■ Information supplied
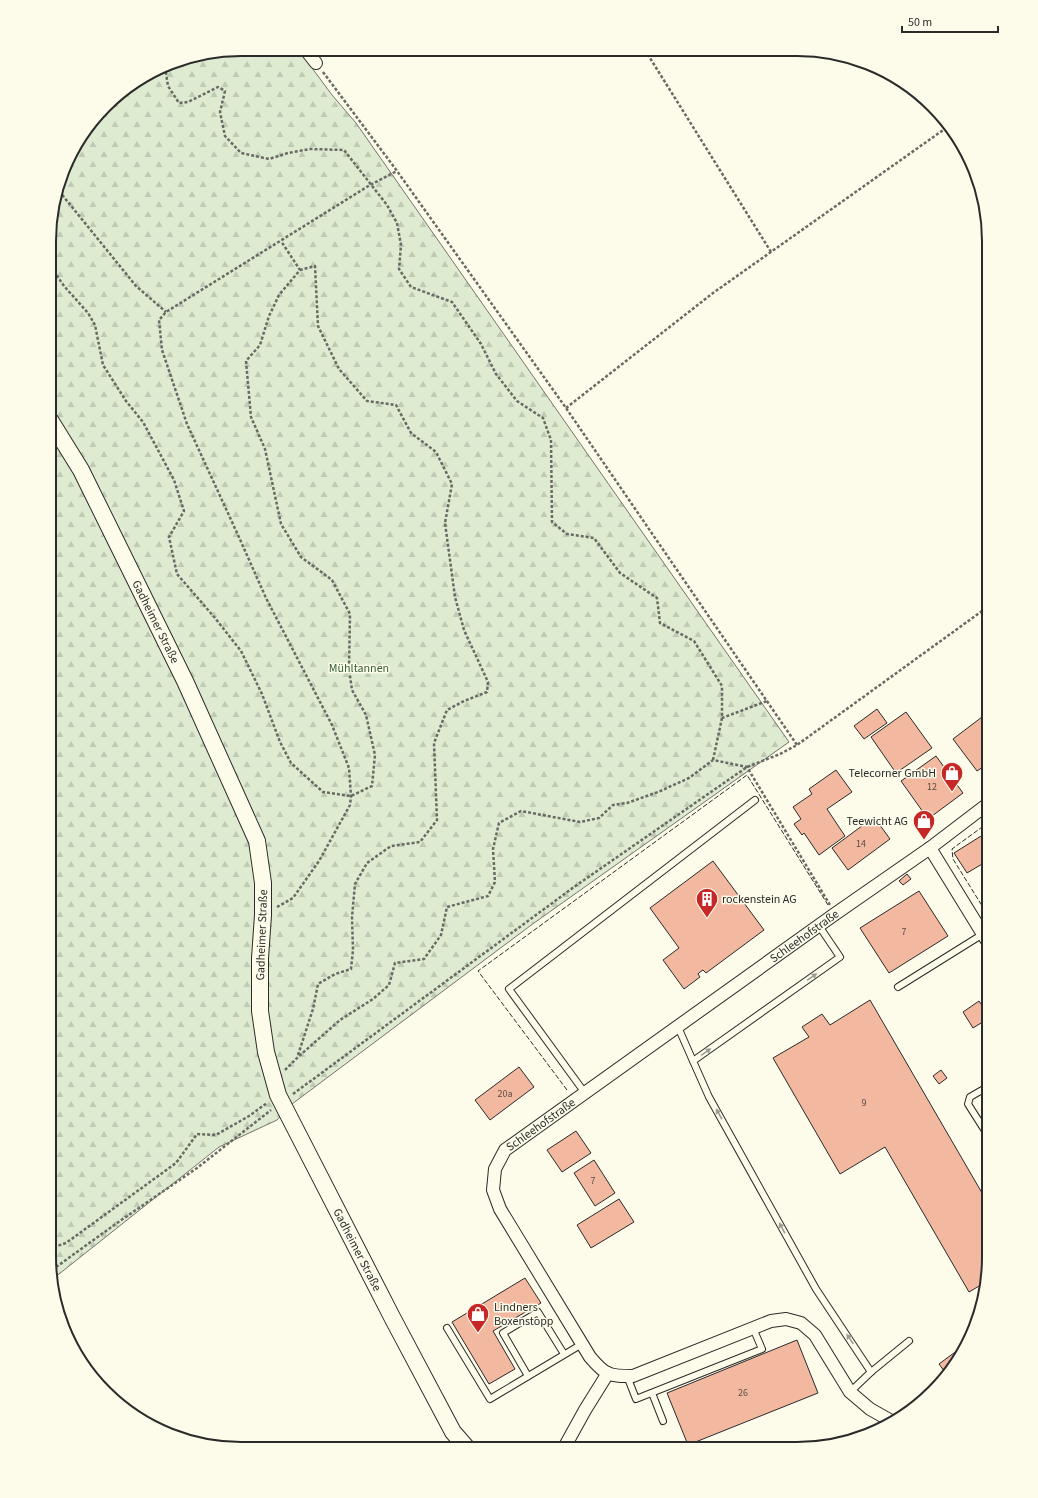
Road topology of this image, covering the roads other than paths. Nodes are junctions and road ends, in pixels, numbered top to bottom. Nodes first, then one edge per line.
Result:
1 (311, 56) edge
2 (316, 63) road end
3 (56, 430) edge
4 (756, 800) dead end
5 (982, 808) edge
6 (930, 848) junction
7 (819, 926) junction
8 (982, 932) edge
9 (982, 941) edge
10 (898, 987) dead end
11 (678, 1026) junction
12 (693, 1061) junction
13 (982, 1090) edge
14 (584, 1093) junction
15 (982, 1126) edge
16 (447, 1328) dead end
17 (753, 1328) junction
18 (909, 1341) dead end
19 (582, 1344) junction
20 (564, 1354) junction
21 (871, 1372) junction
22 (608, 1373) junction
23 (528, 1376) junction
24 (627, 1376) junction
25 (850, 1392) junction
26 (652, 1393) junction
27 (887, 1418) edge
28 (663, 1422) dead end
29 (462, 1442) edge
30 (567, 1442) edge

1 - 2 street
3 - 29 street, Gadheimer Straße
4 - 14 lane
5 - 6 street, Schleehofstraße
6 - 7 street, Schleehofstraße
6 - 8 street
7 - 11 street, Schleehofstraße
12 -> 7 lane
9 - 10 lane
11 - 12 lane
11 - 14 street, Schleehofstraße
21 -> 12 lane
13 - 15 lane
14 - 19 street, Schleehofstraße
16 - 23 lane
17 - 24 street
17 - 25 street
17 - 26 lane
18 - 21 lane
19 - 20 lane
19 - 22 street, Schleehofstraße
20 - 23 lane
20 - 23 lane
21 - 25 lane
22 - 24 street
22 - 30 street
24 - 26 lane
25 - 27 street
26 - 28 lane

■ What this task involves
Could the data above be repeated exactly, with every picture dropped?

■ Response to the task
Road topology of this image, covering the roads other than paths. Nodes are junctions and road ends, in pixels, numbered top to bottom. Nodes first, then one edge per line.
Result:
1 (311, 56) edge
2 (316, 63) road end
3 (56, 430) edge
4 (756, 800) dead end
5 (982, 808) edge
6 (930, 848) junction
7 (819, 926) junction
8 (982, 932) edge
9 (982, 941) edge
10 (898, 987) dead end
11 (678, 1026) junction
12 (693, 1061) junction
13 (982, 1090) edge
14 (584, 1093) junction
15 (982, 1126) edge
16 (447, 1328) dead end
17 (753, 1328) junction
18 (909, 1341) dead end
19 (582, 1344) junction
20 (564, 1354) junction
21 (871, 1372) junction
22 (608, 1373) junction
23 (528, 1376) junction
24 (627, 1376) junction
25 (850, 1392) junction
26 (652, 1393) junction
27 (887, 1418) edge
28 (663, 1422) dead end
29 (462, 1442) edge
30 (567, 1442) edge

1 - 2 street
3 - 29 street, Gadheimer Straße
4 - 14 lane
5 - 6 street, Schleehofstraße
6 - 7 street, Schleehofstraße
6 - 8 street
7 - 11 street, Schleehofstraße
12 -> 7 lane
9 - 10 lane
11 - 12 lane
11 - 14 street, Schleehofstraße
21 -> 12 lane
13 - 15 lane
14 - 19 street, Schleehofstraße
16 - 23 lane
17 - 24 street
17 - 25 street
17 - 26 lane
18 - 21 lane
19 - 20 lane
19 - 22 street, Schleehofstraße
20 - 23 lane
20 - 23 lane
21 - 25 lane
22 - 24 street
22 - 30 street
24 - 26 lane
25 - 27 street
26 - 28 lane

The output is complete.